▸ Task goal:
The full set of entries should be repeated without a single change.

▸ Entries shown:
═══

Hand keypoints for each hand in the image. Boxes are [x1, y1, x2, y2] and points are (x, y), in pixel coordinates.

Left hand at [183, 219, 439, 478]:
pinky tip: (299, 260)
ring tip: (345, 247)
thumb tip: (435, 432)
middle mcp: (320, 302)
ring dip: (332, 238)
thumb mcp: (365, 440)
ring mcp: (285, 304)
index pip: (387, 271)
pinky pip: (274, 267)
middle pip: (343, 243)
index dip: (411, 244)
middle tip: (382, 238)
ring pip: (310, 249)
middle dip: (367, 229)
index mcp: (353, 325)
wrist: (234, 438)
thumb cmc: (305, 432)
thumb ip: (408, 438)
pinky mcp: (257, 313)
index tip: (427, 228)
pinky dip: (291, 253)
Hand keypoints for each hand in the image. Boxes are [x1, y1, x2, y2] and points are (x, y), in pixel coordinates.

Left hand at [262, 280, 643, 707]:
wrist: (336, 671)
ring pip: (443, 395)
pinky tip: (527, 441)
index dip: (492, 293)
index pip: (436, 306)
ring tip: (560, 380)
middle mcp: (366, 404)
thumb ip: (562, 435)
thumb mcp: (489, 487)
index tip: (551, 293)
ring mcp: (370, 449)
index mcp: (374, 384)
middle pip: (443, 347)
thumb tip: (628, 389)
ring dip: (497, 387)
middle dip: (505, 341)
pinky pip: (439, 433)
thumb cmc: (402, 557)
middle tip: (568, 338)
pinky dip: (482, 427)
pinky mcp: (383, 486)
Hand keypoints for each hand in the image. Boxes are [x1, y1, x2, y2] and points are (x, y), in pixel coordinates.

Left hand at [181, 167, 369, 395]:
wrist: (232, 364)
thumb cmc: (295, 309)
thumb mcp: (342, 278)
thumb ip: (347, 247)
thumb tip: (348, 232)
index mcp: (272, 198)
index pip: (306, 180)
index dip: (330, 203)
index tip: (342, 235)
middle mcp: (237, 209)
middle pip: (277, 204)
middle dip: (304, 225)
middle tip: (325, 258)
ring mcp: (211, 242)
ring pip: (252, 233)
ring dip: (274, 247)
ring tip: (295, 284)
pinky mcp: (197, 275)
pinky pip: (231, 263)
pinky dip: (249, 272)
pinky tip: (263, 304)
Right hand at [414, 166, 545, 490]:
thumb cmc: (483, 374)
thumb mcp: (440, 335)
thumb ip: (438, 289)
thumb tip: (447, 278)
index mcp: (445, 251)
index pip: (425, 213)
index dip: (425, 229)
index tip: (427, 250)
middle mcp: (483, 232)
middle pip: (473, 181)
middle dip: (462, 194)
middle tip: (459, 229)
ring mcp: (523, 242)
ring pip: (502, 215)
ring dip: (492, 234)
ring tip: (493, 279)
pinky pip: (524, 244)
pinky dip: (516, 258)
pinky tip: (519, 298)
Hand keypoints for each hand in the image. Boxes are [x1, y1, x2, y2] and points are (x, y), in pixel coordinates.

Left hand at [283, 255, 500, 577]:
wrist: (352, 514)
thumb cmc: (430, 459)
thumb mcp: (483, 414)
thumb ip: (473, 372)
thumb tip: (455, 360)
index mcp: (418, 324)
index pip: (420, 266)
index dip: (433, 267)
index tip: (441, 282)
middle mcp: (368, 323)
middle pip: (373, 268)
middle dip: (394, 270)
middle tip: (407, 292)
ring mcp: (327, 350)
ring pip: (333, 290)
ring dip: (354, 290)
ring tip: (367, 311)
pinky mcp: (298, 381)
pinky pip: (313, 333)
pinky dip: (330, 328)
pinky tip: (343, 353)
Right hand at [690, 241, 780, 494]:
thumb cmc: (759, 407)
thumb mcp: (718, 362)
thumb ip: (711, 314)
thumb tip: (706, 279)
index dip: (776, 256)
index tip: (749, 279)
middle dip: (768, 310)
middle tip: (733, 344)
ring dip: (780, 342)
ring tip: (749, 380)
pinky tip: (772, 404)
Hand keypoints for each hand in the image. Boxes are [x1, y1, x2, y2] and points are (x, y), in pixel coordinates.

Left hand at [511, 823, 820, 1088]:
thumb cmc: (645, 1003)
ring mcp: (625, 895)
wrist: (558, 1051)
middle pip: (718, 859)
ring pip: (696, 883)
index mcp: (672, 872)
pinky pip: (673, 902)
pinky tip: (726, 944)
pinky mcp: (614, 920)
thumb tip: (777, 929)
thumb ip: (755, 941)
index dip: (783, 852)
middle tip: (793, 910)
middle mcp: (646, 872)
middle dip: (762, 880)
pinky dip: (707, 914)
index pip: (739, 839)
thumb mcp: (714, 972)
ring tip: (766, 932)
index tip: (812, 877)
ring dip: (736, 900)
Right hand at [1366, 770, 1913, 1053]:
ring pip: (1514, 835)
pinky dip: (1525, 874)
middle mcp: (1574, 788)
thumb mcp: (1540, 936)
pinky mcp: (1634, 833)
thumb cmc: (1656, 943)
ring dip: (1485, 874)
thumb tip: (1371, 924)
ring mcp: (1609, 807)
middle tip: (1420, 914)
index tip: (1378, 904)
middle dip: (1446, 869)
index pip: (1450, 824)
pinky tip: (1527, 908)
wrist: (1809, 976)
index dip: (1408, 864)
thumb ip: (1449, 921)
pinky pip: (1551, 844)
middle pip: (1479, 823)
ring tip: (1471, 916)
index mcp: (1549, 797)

═══

▸ Answer to this task:
Hand keypoints for each hand in the image. Boxes are [x1, y1, x2, y2] and points are (x, y), in pixel coordinates.

Left hand at [183, 219, 439, 478]:
pinky tip: (299, 260)
ring tip: (345, 247)
thumb tip: (435, 432)
middle mcp: (320, 302)
ring dip: (332, 238)
thumb mcp: (365, 440)
ring mcp: (285, 304)
index pip: (387, 271)
pinky pip: (274, 267)
middle pip: (343, 243)
index dip: (411, 244)
middle tip: (382, 238)
ring pip: (310, 249)
middle dip: (367, 229)
index mcp: (353, 325)
wrist: (234, 438)
thumb cmc: (305, 432)
thumb ip: (408, 438)
pinky mcp: (257, 313)
index tip: (427, 228)
pinky dip: (291, 253)
Hand keypoints for each hand in the image. Boxes are [x1, y1, x2, y2] and points are (x, y), in pixel coordinates.

Left hand at [262, 280, 643, 707]:
wrist: (336, 671)
ring pip: (443, 395)
pinky tip: (527, 441)
index dip: (492, 293)
index pip: (436, 306)
ring tip: (560, 380)
middle mcp: (366, 404)
thumb ip: (562, 435)
thumb mcp: (489, 487)
index tip: (551, 293)
ring mcp: (370, 449)
index mcp: (374, 384)
middle pip: (443, 347)
thumb tip: (628, 389)
ring dip: (497, 387)
middle dip: (505, 341)
pinky pip: (439, 433)
thumb cmc: (402, 557)
middle tip: (568, 338)
pinky dip: (482, 427)
pinky mcp: (383, 486)
Hand keypoints for each hand in the image. Boxes are [x1, y1, x2, y2] and points are (x, y), in pixel coordinates.

Left hand at [181, 167, 369, 395]:
wrist: (232, 364)
thumb cmc: (295, 309)
thumb mcp: (342, 278)
thumb ip: (347, 247)
thumb tip: (348, 232)
index mcp: (272, 198)
index pip: (306, 180)
index dip: (330, 203)
index tip: (342, 235)
middle mcp: (237, 209)
middle pip: (277, 204)
middle dip: (304, 225)
middle tip: (325, 258)
ring mcp: (211, 242)
ring pip: (252, 233)
ring dip: (274, 247)
ring tip: (295, 284)
pinky mcp: (197, 275)
pinky pip: (231, 263)
pinky dip: (249, 272)
pinky tip: (263, 304)
Right hand at [414, 166, 545, 490]:
thumb cmc: (483, 374)
thumb mcp: (440, 335)
thumb ip: (438, 289)
thumb tip: (447, 278)
index mcp: (445, 251)
index pip: (425, 213)
index dip: (425, 229)
index tip: (427, 250)
middle mcp: (483, 232)
middle pip: (473, 181)
middle dip: (462, 194)
middle tip: (459, 229)
ring mcp: (523, 242)
ring pip: (502, 215)
ring dip: (492, 234)
ring tip: (493, 279)
pinky pip: (524, 244)
pinky dip: (516, 258)
pinky tip: (519, 298)
Hand keypoints for each hand in the image. Boxes are [x1, y1, x2, y2] and points are (x, y), in pixel coordinates.

Left hand at [283, 255, 500, 577]:
wrist: (352, 514)
thumb cmc: (430, 459)
thumb mcp: (483, 414)
thumb ip: (473, 372)
thumb tip: (455, 360)
index mcp: (418, 324)
index pip: (420, 266)
index dip: (433, 267)
index tip: (441, 282)
middle mcp: (368, 323)
middle pip: (373, 268)
middle dip: (394, 270)
middle tip: (407, 292)
ring mcp: (327, 350)
ring pip: (333, 290)
ring dip: (354, 290)
ring tip: (367, 311)
pinky mcp: (298, 381)
pinky pip: (313, 333)
pinky dip: (330, 328)
pinky tip: (343, 353)
Right hand at [690, 241, 780, 494]:
thumb cmc: (759, 407)
thumb mcp: (718, 362)
thumb ip: (711, 314)
thumb tip: (706, 279)
index dip: (776, 256)
index tip: (749, 279)
middle dip: (768, 310)
middle tip: (733, 344)
ring dip: (780, 342)
ring tip: (749, 380)
pinky tip: (772, 404)
Hand keypoints for each hand in the image. Boxes are [x1, y1, x2, y2] and points are (x, y), in pixel coordinates.

Left hand at [511, 823, 820, 1088]:
thumb cmc: (645, 1003)
ring mcp: (625, 895)
wrist: (558, 1051)
middle pip: (718, 859)
ring pip: (696, 883)
index mcp: (672, 872)
pinky pip: (673, 902)
pinky tip: (726, 944)
pinky mcp: (614, 920)
thumb tip: (777, 929)
thumb ip: (755, 941)
index dip: (783, 852)
middle tip: (793, 910)
middle mcp: (646, 872)
middle dip: (762, 880)
pinky dip: (707, 914)
index pip: (739, 839)
thumb mcp: (714, 972)
ring tip: (766, 932)
index tip: (812, 877)
ring dip: (736, 900)
Right hand at [1366, 770, 1913, 1053]:
ring pip: (1514, 835)
pinky dip: (1525, 874)
middle mcp: (1574, 788)
thumb mcp: (1540, 936)
pinky mcp: (1634, 833)
thumb cmc: (1656, 943)
ring dip: (1485, 874)
thumb tip: (1371, 924)
ring mcp: (1609, 807)
middle tip: (1420, 914)
index tip: (1378, 904)
middle dip: (1446, 869)
index pip: (1450, 824)
pinky tip: (1527, 908)
wrist: (1809, 976)
index dip: (1408, 864)
thumb ip: (1449, 921)
pinky pip: (1551, 844)
middle pip: (1479, 823)
ring tip: (1471, 916)
index mcp: (1549, 797)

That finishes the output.